Y, luego, Clarisse desapareció. Montag advirtió lo que ocurría aquella tarde, peor era no verla por allí. El césped estaba vacío, los árboles vacíos, la calle también, y si bien al principio Montag ni siquiera comprendió que la echaba en falta o que la estaba buscando, la realidad era que cuando llegó al «Metro» sentía en su interior débiles impulsos de intranquilidad.
Algo ocurría, algo había alterado su rutina. Una rutina sencilla, es cierto, establecida en unos cuantos días, y, sin embargo...
Estuvo a punto de volver atrás para rehacer el camino, para dar tiempo a que la muchacha apareciese. Estaba seguro de que si seguía la misma ruta todo saldría bien. Pero era tarde, y la llegada del convoy puso punto final a sus planes.
El revoloteo de los naipes, el movimiento de las manos, de los párpados, el zumbido de la voz que anunciaba la hora en el techo del cuartel de bomberos: «...una treinta y cinco. Jueves mañana, 4 de noviembre... Una treinta y seis... Una treinta y siete de la mañana... ».
El rumor de los naipes en la grasienta mesa...
Todos los sonidos llegaban a Montag tras sus ojos cerrados, tras la barrera que había erigido momentáneamente. Percibía el cuartel lleno de centelleos y de silencio, de colores de latón, de colores de las monedas, de oro, de plata. Los hombres, invisibles, al otro lado de la mesa, suspiraban ante sus naipes, esperando.

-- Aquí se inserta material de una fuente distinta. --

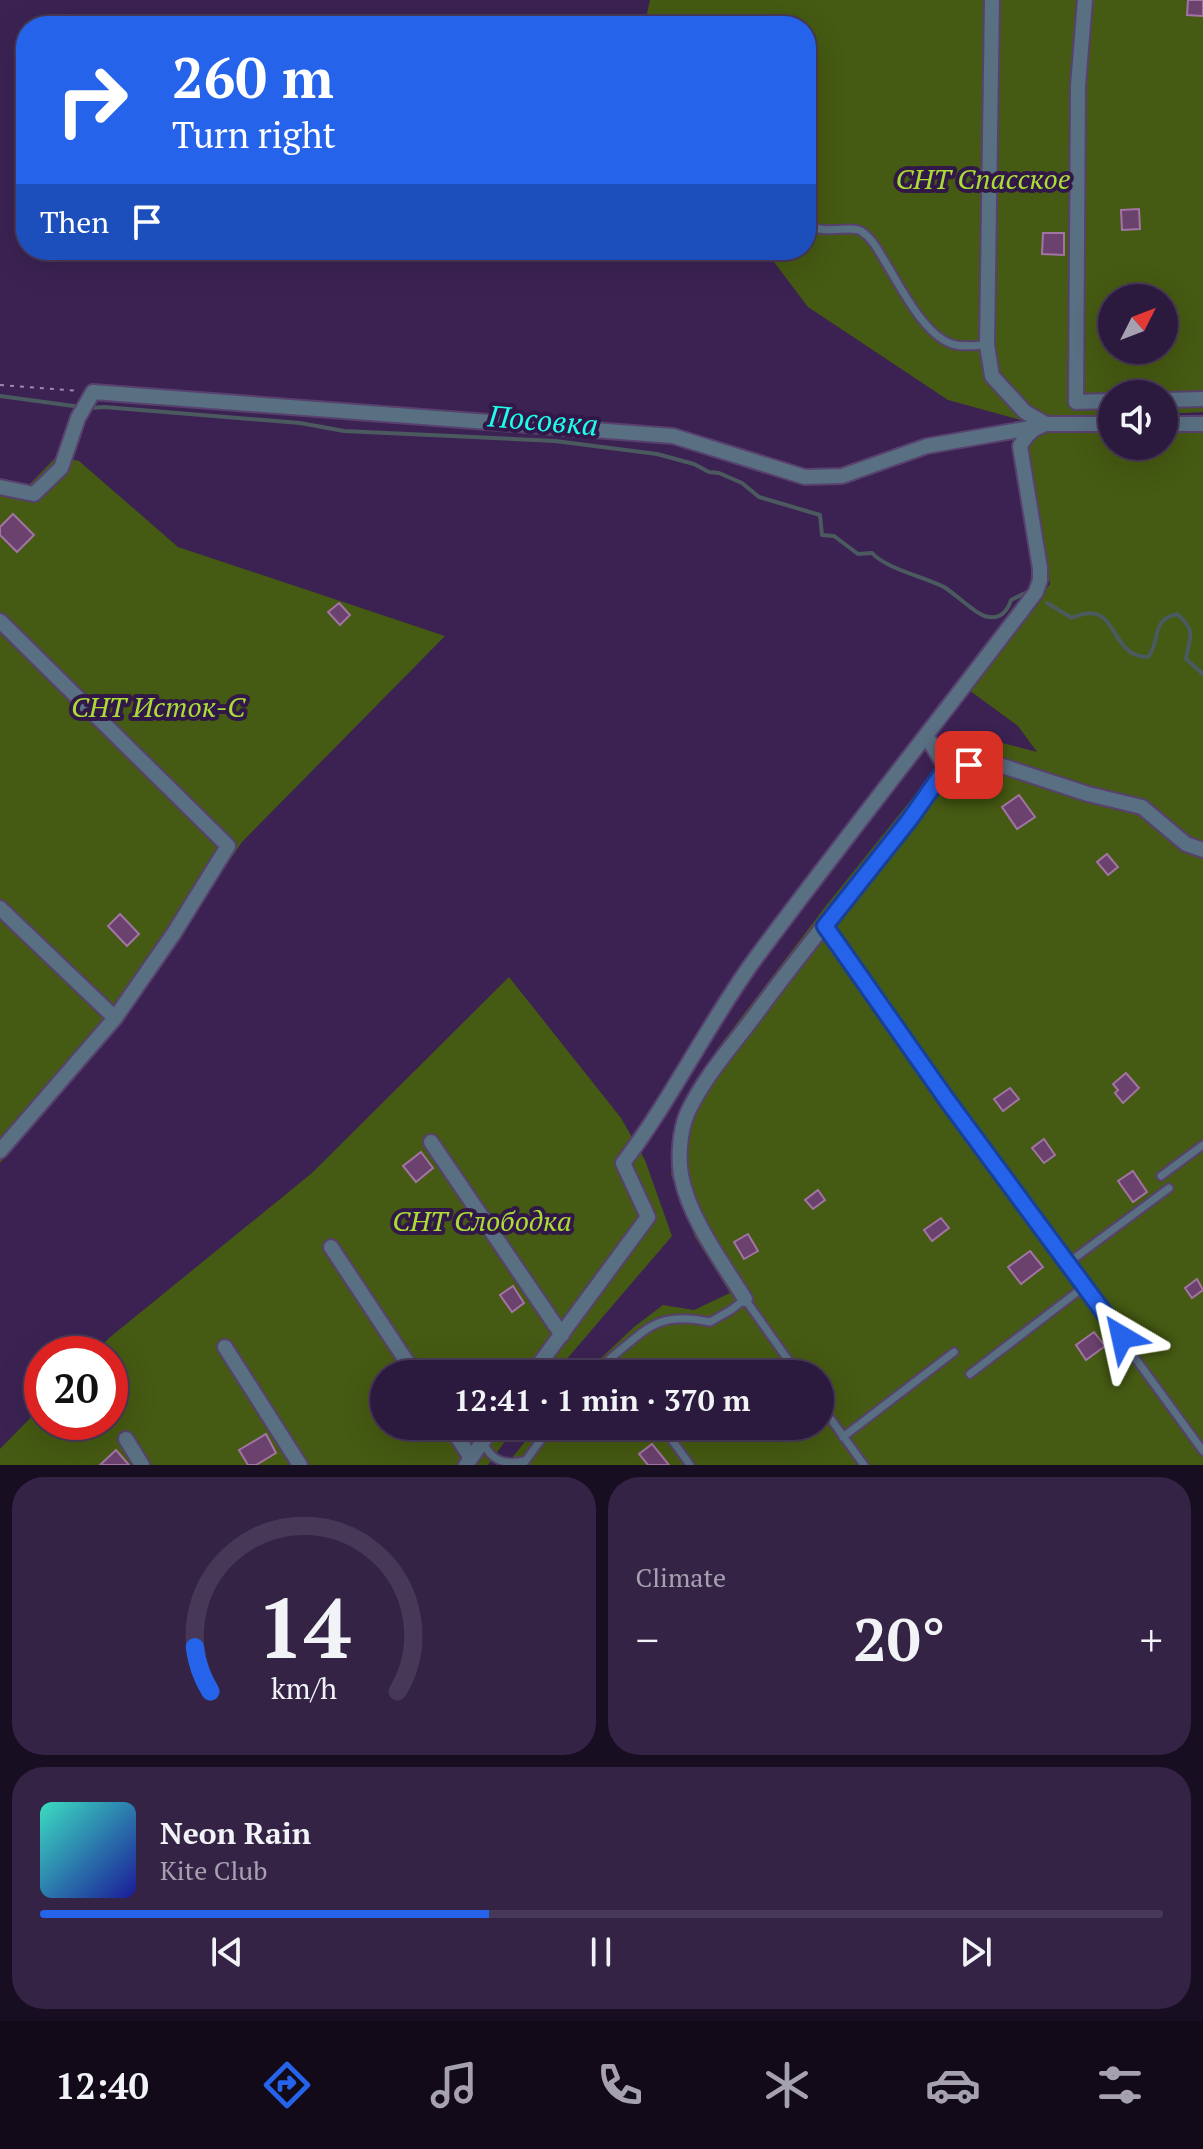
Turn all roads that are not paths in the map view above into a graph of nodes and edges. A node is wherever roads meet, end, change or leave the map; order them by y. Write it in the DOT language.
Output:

«...Una cuarenta y cinco...» El reloj oral pronunció lúgubremente la fría hora de una fría mañana de un año aún más frío.
-¿Qué te ocurre, Montag?
El aludido abrió los ojos.
Una radio susurraba en algún sitio:... “la guerra puede ser declarada en cualquier momento. El país está listo para defender sus...”

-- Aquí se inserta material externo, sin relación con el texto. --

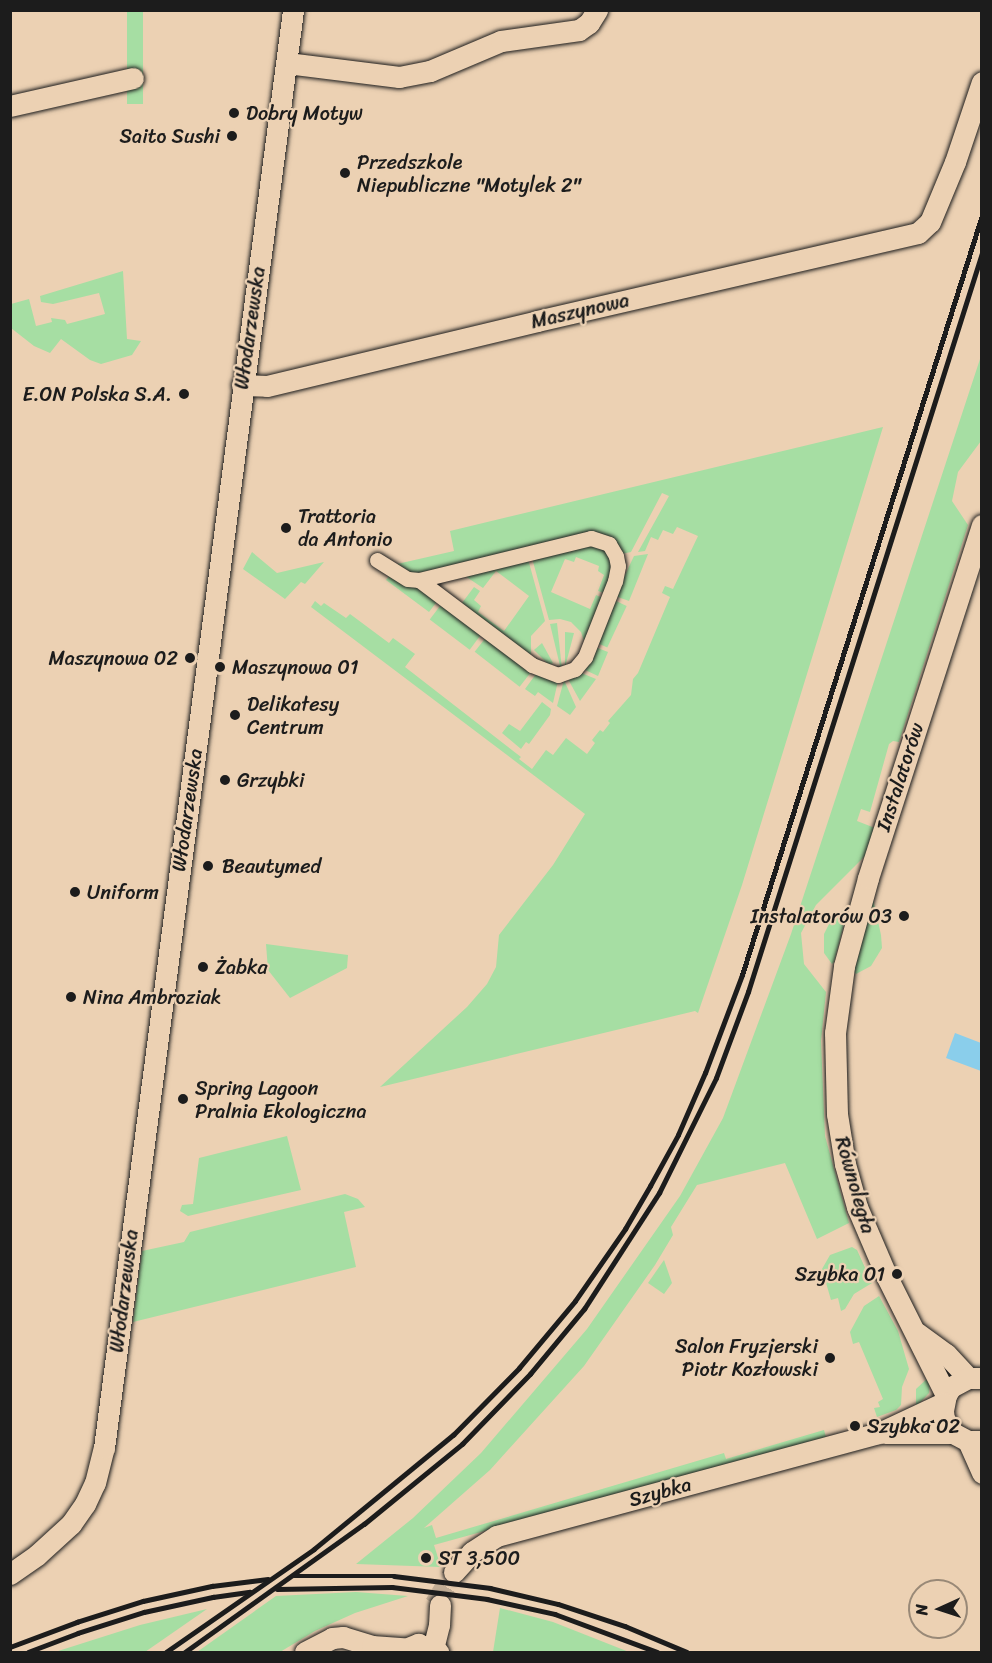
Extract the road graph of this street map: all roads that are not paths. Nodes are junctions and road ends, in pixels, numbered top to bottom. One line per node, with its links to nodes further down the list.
1 (293, 10): 3 (street, Włodarzewska)
2 (597, 10): 3 (street)
3 (287, 63): 7 (street, Włodarzewska)
4 (133, 78): 6 (street)
5 (981, 82): 7 (street, Maszynowa)
6 (10, 106)
7 (242, 385): 19 (street, Włodarzewska)
8 (981, 525): 11 (street, Instalatorów)
9 (377, 560): 10 (street)
10 (418, 580): 10 (street)
11 (835, 1034): 12 (street, Równoległa)
12 (910, 1328): 13 (street, Równoległa); 14 (street, Równoległa)
13 (975, 1378): 14 (street, Szybka)
14 (944, 1399): 15 (street, Szybka); 16 (street, Równoległa)
15 (879, 1433): 16 (street, Szybka); 18 (street, Szybka)
16 (967, 1438): 17 (street)
17 (981, 1473)
18 (454, 1572)
19 (10, 1574)
20 (438, 1605): 21 (street)
21 (418, 1649): 22 (street)
22 (306, 1652): 23 (street)
23 (345, 1653)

El cuartel se estremeció cuando una numerosa escuadrilla de reactores lanzó su nota aguda en el oscuro cielo matutino
Montag parpadeó. Beatty le miraba como si fuese una estatua en un museo. En cualquier momento, Beatty podía levantarse y acercársele, tocar, explorar su culpabilidad. ¿Culpabilidad? ¿Qué culpabilidad era aquélla?
-Tú juegas, Montag.
Miró a aquellos hombres, cuyos rostros estaban tostados por un millar de incendios auténticos y otros millones de imaginarios, cuyo trabajo les enrojecía mejillas y ponía una mirada febril en sus ojos. Aquellos hombres que contemplaban con fijeza las llamas de encendedores de platino cuando encendían sus boquillas que ardían eternamente. Ellos y su cabello cubierto de carbón, sus cejas sucias de hollín y sus mejillas manchadas de ceniza cuando estaban recién afeitados; pero parecía su herencia. Montag dio un respingo y abrió la boca.
¿Había visto, alguna vez, a un bombero que no tuviese el cabello negro, las cejas negras, un rostro fiero y un aspecto hirsuto, incluso recién afeitado? ¡Aquellos hombres eran reflejos de sí mismo! Así, pues ¿se escogía a los bomberos tanto por su aspecto como por sus inclinaciones? El color de las brasas y la ceniza en ellos, y el ininterrumpido olor a quemado de sus pipas. Delante de él, el capitán
Beatty lanzaba nubes de humo de tabaco. Beatty abría un nuevo paquete de picadura, produciendo al arrugar el celofán ruido de crepitar de llamas.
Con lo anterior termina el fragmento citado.